In effect it’s a kind of blog, with posts from Save the Children health workers in a half dozen countries on four continents. Here’s a post from Madalitso Masa, who, along with her husband works with about 100 families in Malawi in east Africa:
“Many vaccinations took place this week as we welcomed three beautiful, healthy newborns into my community. What joy! Building trust takes time. But after so many healthy newborns were delivered, many of the communities have embraced me and expressed their confidence in my abilities. It is wonderful to have a job where I can improve the well-being of others through my work and learn about their different cultures, customs, and values.”
The posts are all undated and in English and allow comments. There are photos of the workers and their charges, a short biography, and a kind of scorecard of the work they did over the last month. Madalitso, for instance, treated 2 children for diarrhea, 4 for malaria, vaccinated 11, and made 6 newborn baby house visits.

It wasn’t clear to me whether these stats were for April 2011 or just a snapshot of what she generally does. Still, this is on-the-ground charity work made concrete.

I’d be surprised to learn that all the featured health workers write English, although in Malawi English is one of the official languages. Still I suspect that a lot of language and cultural translation took place in order to keep these posts up to date. GoodGoes.org looks pretty straight forward, but it’s a safe bet that because of distance and language hundreds of staff-hours go into making it look so.

Of course this is also a fundraising effort. You can donate right at the website. But it’s not primarily about raising money.
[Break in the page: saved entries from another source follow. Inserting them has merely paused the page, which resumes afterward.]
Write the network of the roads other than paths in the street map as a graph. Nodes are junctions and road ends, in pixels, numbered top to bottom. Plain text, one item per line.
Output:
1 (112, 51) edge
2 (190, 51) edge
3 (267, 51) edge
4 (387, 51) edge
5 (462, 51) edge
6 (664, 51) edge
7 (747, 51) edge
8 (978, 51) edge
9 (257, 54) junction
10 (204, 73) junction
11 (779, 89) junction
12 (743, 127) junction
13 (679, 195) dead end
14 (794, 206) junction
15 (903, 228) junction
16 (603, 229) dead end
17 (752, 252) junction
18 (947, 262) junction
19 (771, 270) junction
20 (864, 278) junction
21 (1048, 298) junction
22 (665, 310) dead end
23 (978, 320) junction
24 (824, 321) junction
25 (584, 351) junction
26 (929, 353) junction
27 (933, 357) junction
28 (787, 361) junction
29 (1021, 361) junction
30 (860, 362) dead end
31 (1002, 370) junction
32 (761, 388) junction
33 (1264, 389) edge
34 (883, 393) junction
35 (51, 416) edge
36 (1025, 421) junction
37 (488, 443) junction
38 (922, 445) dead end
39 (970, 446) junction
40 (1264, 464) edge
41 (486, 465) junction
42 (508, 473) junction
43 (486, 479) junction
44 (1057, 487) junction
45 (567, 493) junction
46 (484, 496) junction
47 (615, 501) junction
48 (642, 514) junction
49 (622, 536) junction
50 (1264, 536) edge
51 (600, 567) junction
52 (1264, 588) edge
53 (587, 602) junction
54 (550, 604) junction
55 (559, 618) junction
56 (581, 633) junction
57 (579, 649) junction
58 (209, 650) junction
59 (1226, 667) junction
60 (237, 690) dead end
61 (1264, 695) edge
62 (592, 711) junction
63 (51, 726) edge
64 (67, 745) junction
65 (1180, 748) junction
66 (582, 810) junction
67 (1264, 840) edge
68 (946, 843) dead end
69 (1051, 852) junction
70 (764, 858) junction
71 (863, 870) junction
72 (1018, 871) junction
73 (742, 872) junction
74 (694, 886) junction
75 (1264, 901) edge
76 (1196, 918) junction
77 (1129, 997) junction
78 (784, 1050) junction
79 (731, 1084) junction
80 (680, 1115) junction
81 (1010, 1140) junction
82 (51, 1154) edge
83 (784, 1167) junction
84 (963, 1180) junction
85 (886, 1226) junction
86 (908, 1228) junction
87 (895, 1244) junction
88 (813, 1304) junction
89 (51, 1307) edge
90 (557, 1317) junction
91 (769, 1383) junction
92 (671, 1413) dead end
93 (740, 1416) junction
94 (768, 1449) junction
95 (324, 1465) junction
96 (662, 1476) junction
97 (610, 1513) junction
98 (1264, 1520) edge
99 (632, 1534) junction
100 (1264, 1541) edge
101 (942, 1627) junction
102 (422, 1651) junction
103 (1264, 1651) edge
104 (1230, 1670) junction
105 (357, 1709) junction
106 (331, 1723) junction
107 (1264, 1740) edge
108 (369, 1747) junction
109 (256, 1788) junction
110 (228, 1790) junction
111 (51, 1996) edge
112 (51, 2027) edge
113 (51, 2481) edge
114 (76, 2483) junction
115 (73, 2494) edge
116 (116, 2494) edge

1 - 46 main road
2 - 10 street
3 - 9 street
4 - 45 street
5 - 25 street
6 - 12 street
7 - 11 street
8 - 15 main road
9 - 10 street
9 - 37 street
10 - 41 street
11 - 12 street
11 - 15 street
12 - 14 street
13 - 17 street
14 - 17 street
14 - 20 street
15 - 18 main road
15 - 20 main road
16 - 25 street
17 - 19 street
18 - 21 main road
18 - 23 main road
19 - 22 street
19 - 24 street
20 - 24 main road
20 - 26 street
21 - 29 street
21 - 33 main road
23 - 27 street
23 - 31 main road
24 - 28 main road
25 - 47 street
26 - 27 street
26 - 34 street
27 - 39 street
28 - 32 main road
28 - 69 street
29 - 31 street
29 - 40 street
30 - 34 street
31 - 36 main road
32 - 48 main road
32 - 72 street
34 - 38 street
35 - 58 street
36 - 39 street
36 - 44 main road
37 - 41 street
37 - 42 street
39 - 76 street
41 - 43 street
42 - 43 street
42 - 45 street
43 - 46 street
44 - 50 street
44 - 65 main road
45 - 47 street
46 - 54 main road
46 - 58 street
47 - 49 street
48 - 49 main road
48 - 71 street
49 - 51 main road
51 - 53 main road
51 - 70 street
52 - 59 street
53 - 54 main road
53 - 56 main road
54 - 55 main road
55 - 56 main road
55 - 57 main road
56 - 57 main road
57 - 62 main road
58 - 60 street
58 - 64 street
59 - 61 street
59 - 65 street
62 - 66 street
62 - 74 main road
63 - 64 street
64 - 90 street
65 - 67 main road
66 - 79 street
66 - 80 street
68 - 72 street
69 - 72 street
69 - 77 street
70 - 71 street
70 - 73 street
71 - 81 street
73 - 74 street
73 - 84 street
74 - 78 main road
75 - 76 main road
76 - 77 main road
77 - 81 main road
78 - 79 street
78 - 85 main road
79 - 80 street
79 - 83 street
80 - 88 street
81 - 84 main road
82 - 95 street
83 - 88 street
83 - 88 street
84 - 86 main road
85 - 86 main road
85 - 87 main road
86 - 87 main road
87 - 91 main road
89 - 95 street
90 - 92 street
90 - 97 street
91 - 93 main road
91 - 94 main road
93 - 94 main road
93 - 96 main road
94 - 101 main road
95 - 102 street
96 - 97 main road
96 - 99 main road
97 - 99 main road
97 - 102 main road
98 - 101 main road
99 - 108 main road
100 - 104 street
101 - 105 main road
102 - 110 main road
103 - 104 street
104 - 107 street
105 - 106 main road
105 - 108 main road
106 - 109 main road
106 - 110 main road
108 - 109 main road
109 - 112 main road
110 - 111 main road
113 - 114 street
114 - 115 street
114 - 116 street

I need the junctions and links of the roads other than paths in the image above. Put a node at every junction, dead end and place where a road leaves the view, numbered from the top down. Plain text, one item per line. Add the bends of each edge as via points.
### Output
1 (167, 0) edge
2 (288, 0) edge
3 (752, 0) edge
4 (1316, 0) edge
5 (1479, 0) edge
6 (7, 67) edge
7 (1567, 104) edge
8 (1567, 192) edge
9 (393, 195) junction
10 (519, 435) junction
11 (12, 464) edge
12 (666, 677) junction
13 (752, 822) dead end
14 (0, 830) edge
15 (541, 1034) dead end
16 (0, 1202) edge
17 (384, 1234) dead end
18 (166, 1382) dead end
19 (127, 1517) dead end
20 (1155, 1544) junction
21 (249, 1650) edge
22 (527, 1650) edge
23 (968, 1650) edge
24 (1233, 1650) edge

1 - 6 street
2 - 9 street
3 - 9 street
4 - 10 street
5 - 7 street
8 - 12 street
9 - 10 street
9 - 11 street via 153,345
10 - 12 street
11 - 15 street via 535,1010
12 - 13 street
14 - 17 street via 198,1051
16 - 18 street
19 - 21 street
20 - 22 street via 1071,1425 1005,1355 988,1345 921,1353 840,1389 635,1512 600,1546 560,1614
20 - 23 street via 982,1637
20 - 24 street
Instead, with GoodGoes.org Save the Children is telling you why you would want to donate.

I greatly admire what Save the Children has done here.

Most domestic charities could do the same, if more easily.

Imagine, a pet rescue charity, for instance, live-blogging the rescue of pets from the flooded areas along the Mississippi River, for instance. Or a food bank following one item of food a week; from the moment when it's donated, to the transportation and warehousing it undergoes, to the point where it lands in the home of the family where it will be consumed.

It's fair to say that Save the Children, which takes in nearly $450 million a year, is better staffed for communications like this than the average food bank. But someone could do everything I've just suggested with a flip camera, a digital camera, and a notebook.